▶ Directions for this task
For the material below, count the lines containing "links" and reply with the number alone.

▶ Extracted information
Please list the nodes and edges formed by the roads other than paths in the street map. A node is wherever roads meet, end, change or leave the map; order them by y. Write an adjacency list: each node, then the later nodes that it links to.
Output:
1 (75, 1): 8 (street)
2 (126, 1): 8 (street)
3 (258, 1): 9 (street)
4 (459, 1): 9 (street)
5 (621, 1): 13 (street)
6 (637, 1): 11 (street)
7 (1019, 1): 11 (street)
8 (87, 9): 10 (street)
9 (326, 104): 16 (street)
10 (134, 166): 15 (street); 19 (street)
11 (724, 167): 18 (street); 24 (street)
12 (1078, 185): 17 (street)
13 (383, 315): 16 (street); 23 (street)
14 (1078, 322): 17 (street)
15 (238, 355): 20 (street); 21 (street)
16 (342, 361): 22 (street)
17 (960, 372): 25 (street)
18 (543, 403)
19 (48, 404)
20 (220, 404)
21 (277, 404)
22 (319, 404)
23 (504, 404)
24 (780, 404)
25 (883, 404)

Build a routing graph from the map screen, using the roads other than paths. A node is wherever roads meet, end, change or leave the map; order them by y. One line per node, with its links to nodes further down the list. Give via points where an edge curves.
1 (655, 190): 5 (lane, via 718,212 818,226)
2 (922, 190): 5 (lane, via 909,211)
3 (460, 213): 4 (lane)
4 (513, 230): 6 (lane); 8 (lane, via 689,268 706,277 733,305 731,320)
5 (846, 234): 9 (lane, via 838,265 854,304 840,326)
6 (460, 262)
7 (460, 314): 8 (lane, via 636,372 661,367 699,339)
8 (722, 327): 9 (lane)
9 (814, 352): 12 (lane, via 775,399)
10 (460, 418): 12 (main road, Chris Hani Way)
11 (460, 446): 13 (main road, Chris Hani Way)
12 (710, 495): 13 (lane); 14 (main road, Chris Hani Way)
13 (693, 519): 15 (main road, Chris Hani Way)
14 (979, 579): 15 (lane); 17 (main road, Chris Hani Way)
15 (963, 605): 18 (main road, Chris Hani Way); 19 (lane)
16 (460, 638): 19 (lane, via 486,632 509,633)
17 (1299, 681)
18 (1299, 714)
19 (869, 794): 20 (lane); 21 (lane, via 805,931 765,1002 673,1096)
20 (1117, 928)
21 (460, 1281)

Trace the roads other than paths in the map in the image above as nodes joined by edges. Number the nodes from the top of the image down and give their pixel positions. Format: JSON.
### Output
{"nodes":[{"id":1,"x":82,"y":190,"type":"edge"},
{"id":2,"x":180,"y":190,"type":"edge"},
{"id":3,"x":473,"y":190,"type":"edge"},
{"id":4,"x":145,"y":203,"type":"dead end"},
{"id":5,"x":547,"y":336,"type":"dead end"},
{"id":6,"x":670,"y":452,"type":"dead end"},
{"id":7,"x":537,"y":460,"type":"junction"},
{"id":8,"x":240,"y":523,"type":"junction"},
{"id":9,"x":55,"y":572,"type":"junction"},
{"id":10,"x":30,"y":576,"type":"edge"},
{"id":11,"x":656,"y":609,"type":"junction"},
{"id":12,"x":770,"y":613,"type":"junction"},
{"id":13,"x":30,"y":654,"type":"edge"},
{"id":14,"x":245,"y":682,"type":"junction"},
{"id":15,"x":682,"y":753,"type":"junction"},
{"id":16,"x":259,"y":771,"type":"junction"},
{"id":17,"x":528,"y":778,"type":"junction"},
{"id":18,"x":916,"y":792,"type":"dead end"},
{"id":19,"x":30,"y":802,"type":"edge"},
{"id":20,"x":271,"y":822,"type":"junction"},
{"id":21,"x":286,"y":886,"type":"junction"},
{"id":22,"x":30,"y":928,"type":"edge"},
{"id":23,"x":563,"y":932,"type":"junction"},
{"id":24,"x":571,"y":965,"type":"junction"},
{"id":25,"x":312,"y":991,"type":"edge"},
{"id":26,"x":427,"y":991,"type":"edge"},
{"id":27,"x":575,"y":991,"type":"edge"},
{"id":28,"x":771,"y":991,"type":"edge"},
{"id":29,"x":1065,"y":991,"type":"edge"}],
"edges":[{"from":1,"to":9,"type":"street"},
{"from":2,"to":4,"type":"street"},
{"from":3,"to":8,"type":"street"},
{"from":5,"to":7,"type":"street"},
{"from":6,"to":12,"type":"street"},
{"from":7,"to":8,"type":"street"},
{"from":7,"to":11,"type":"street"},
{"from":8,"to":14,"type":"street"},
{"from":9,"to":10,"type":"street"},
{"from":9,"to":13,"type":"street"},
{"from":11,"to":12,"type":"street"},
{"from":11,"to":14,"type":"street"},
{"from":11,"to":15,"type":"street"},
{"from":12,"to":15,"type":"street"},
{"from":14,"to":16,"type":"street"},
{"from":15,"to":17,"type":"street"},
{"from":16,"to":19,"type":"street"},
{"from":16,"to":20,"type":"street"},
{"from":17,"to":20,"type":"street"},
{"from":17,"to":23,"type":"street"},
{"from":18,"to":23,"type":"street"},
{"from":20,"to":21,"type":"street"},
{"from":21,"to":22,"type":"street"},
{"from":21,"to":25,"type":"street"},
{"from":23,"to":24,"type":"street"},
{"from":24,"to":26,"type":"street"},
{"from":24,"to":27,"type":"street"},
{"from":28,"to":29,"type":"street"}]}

▶ Answer to this problem
2